Since the records include pictures, leave those out while you reproduce exactly and only the lines from the one containing "ring dip: (81, 318)" through the one containing "index dip: (256, 135)", inclusive.

• [INPUT RECORDS]
-.-.-

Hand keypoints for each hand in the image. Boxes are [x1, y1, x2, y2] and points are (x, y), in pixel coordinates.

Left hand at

-.-.-

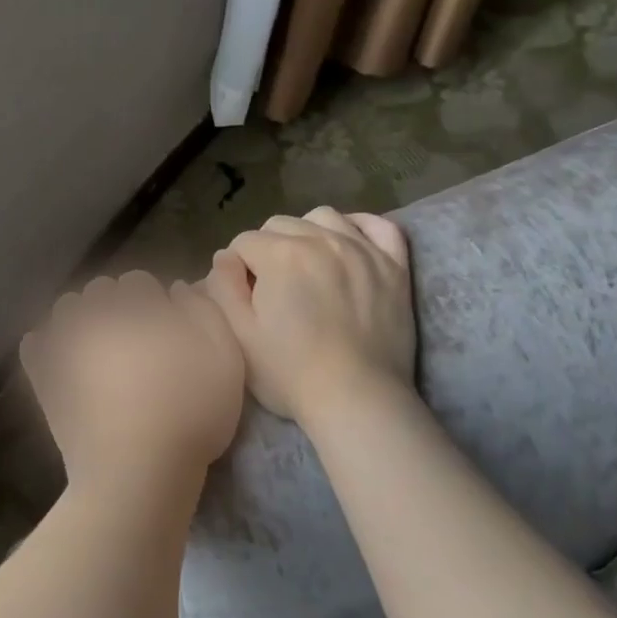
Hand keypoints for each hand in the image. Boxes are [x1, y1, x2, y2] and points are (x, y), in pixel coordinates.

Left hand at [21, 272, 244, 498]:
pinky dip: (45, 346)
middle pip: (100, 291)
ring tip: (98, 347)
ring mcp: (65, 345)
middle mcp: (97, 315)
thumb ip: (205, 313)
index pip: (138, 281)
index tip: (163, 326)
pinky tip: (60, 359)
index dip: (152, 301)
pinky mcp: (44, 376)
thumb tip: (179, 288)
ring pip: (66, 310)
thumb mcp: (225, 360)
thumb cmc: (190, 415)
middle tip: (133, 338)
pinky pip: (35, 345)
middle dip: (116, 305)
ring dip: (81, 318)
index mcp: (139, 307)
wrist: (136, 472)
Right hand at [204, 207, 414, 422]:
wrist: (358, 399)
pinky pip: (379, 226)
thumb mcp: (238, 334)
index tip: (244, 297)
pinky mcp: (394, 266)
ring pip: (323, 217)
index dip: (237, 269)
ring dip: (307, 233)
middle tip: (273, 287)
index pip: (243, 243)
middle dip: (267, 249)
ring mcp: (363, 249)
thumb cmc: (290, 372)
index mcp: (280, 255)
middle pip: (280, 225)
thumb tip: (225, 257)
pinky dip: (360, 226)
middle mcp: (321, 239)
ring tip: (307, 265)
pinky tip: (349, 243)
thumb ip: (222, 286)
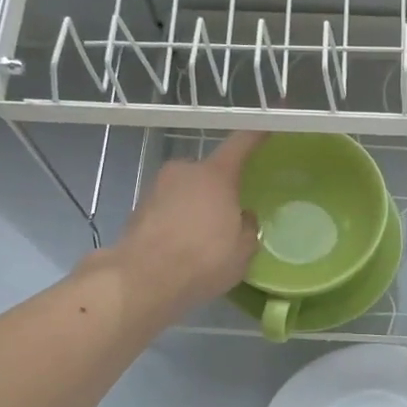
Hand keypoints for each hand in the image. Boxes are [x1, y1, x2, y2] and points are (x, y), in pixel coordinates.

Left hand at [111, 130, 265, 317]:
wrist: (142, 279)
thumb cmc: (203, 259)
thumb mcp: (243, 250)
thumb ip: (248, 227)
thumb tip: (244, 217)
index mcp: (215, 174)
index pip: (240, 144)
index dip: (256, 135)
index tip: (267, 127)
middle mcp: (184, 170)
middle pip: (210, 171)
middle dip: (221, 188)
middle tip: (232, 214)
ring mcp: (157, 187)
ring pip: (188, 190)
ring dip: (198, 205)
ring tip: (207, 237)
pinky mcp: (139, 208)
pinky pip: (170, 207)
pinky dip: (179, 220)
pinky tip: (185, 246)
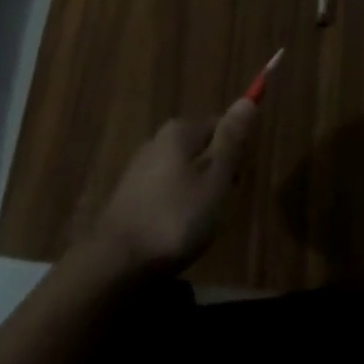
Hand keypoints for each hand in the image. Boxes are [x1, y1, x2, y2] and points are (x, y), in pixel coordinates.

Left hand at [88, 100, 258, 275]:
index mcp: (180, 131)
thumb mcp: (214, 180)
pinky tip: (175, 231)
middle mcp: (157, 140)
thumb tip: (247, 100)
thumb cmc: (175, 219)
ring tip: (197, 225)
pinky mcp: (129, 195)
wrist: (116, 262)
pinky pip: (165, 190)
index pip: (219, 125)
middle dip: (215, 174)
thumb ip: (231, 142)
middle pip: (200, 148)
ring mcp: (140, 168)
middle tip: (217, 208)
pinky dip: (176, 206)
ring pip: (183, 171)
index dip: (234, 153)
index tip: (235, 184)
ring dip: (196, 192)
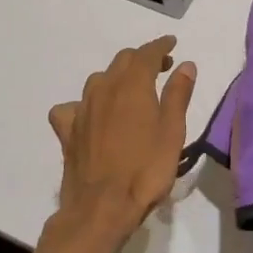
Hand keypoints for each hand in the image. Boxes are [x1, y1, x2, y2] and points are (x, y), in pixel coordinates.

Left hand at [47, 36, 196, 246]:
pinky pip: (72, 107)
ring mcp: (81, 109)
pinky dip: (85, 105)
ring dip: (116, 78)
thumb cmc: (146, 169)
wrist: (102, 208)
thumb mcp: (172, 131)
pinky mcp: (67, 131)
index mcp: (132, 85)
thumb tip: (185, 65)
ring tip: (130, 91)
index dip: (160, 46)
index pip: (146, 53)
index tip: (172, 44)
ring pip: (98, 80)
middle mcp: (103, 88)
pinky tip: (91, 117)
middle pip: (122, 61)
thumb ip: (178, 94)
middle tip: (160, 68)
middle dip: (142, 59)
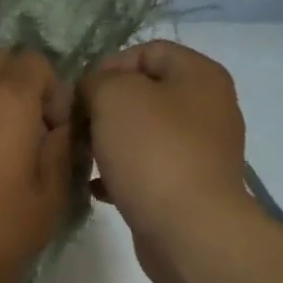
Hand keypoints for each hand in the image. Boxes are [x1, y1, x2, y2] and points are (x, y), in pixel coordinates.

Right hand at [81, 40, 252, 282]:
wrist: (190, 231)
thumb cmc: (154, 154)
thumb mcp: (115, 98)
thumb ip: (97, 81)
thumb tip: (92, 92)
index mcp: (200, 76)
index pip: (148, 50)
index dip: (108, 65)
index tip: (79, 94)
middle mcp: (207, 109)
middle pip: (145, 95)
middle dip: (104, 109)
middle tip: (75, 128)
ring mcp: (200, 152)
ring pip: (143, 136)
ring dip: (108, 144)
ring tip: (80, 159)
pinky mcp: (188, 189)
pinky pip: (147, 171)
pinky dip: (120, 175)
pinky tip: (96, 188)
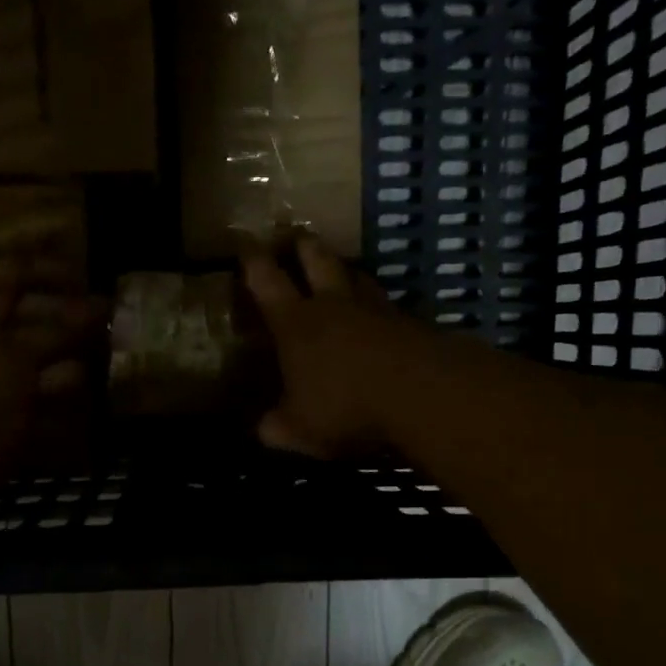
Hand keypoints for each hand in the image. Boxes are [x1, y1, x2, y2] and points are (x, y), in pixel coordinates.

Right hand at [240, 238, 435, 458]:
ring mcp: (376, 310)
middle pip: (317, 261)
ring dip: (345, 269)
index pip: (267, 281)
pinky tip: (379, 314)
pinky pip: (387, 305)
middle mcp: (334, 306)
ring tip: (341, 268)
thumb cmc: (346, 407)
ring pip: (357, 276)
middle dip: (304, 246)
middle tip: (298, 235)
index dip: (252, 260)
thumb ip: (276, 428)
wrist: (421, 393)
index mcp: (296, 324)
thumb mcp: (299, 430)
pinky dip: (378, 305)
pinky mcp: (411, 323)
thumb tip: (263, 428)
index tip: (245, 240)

-.-.-

• [SOLVED EXERCISE]
ring dip: (81, 318)
index mcp: (139, 307)
wrist: (136, 472)
Right hand at [204, 207, 414, 422]:
wrist: (358, 399)
pinky pip: (379, 226)
thumb mcp: (238, 334)
index tip: (244, 297)
pinky mcp: (394, 266)
ring pip: (323, 217)
index dip: (237, 269)
ring dip: (307, 233)
middle tip: (273, 287)
index pip: (243, 243)
middle dip: (267, 249)
ring mcp: (363, 249)
thumb cmc: (290, 372)
index mcp: (280, 255)
middle pip: (280, 225)
thumb tip: (225, 257)
pinky dip: (360, 226)
middle mcp: (321, 239)
ring tip: (307, 265)
pinky tip: (349, 243)
thumb ip: (222, 286)
Hand keypoints for each hand in the image. Boxes are [x1, y1, x2, y2] and points are (x, y), in pixel coordinates.

Left hand at [111, 130, 265, 317]:
wrist: (142, 279)
thumb cmc: (203, 259)
thumb mcp: (243, 250)
thumb ip: (248, 227)
thumb tip: (244, 217)
index mcp: (215, 174)
index pip: (240, 144)
index dip: (256, 135)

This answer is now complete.